Dataset excerpts:
━━━━━━
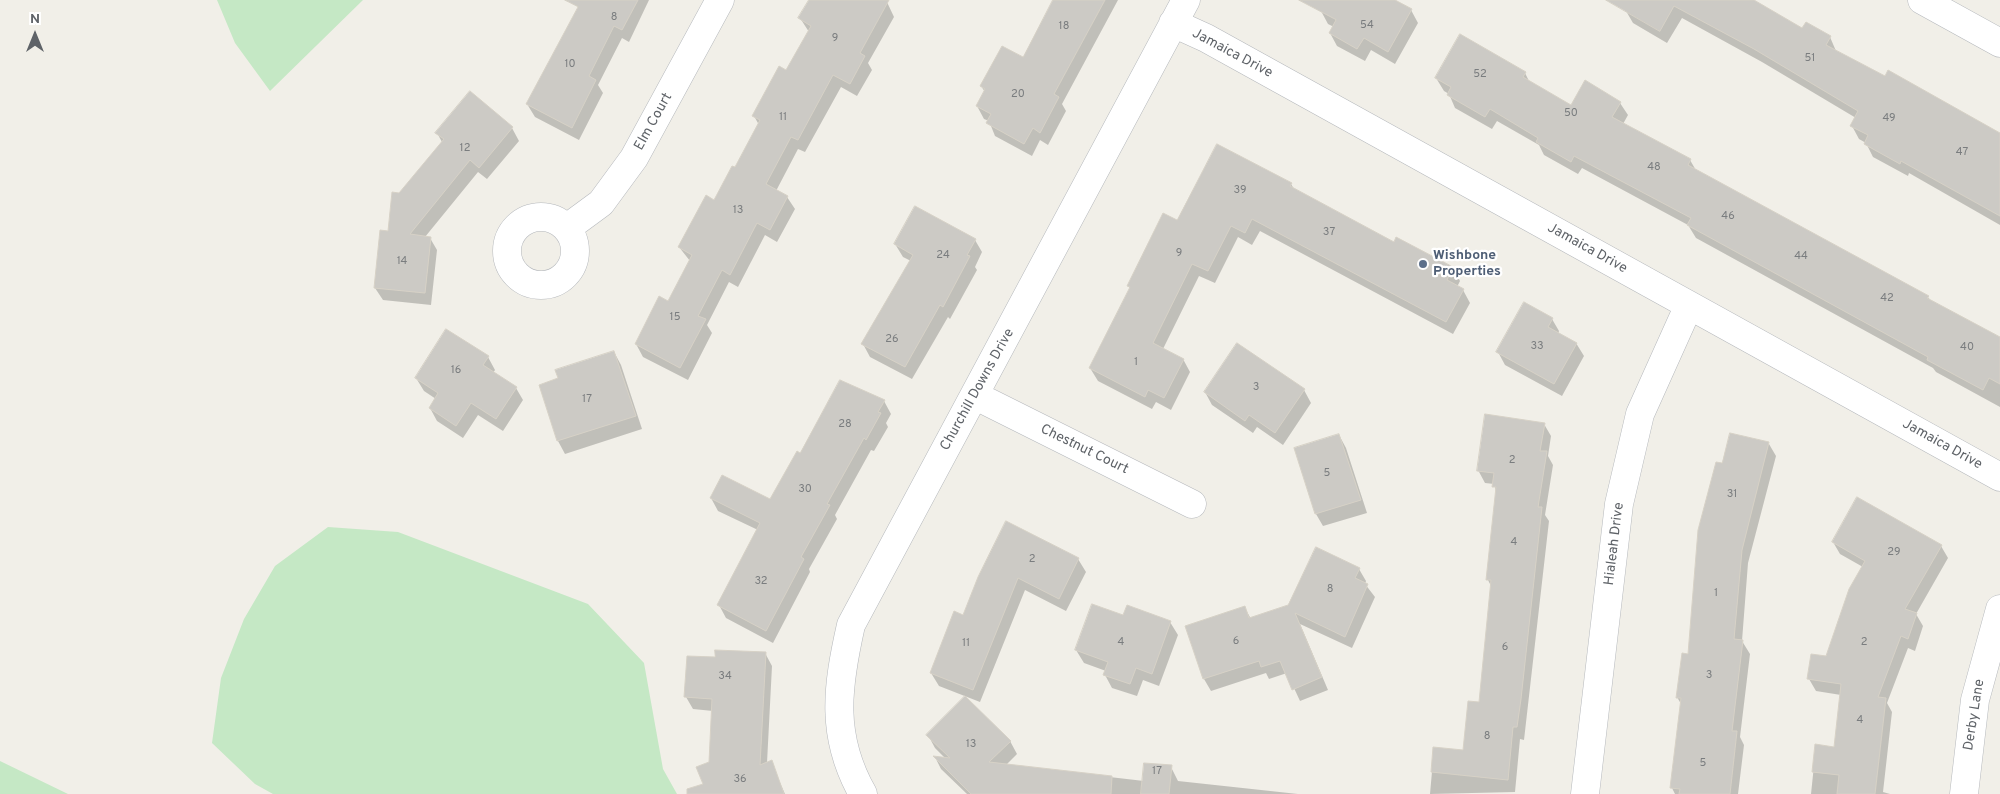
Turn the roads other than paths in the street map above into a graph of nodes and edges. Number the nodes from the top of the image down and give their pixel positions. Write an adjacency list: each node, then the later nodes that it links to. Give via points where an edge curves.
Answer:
1 (720, 0): 5 (street, Elm Court, via 634,158 601,203)
2 (1922, 0): 4 (street)
3 (1180, 11): 6 (street, Jamaica Drive, via 1206,38); 7 (street, Churchill Downs Drive)
4 (2000, 43)
5 (567, 228)
6 (1689, 305): 8 (street, Jamaica Drive); 12 (street, Hialeah Drive, via 1640,414 1619,504)
7 (976, 396): 9 (street, Chestnut Court); 11 (street, Churchill Downs Drive, via 851,625 840,676 840,730 852,775)
8 (2000, 477)
9 (1192, 504)
10 (2000, 609): 13 (street, Derby Lane, via 1974,700)
11 (863, 794)
12 (1585, 794)
13 (1964, 794)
━━━━━━
* Work to be completed
What you return must match the records exactly, apart from the images, which are omitted.

* Exercise answer
Turn the roads other than paths in the street map above into a graph of nodes and edges. Number the nodes from the top of the image down and give their pixel positions. Write an adjacency list: each node, then the later nodes that it links to. Give via points where an edge curves.
Answer:
1 (720, 0): 5 (street, Elm Court, via 634,158 601,203)
2 (1922, 0): 4 (street)
3 (1180, 11): 6 (street, Jamaica Drive, via 1206,38); 7 (street, Churchill Downs Drive)
4 (2000, 43)
5 (567, 228)
6 (1689, 305): 8 (street, Jamaica Drive); 12 (street, Hialeah Drive, via 1640,414 1619,504)
7 (976, 396): 9 (street, Chestnut Court); 11 (street, Churchill Downs Drive, via 851,625 840,676 840,730 852,775)
8 (2000, 477)
9 (1192, 504)
10 (2000, 609): 13 (street, Derby Lane, via 1974,700)
11 (863, 794)
12 (1585, 794)
13 (1964, 794)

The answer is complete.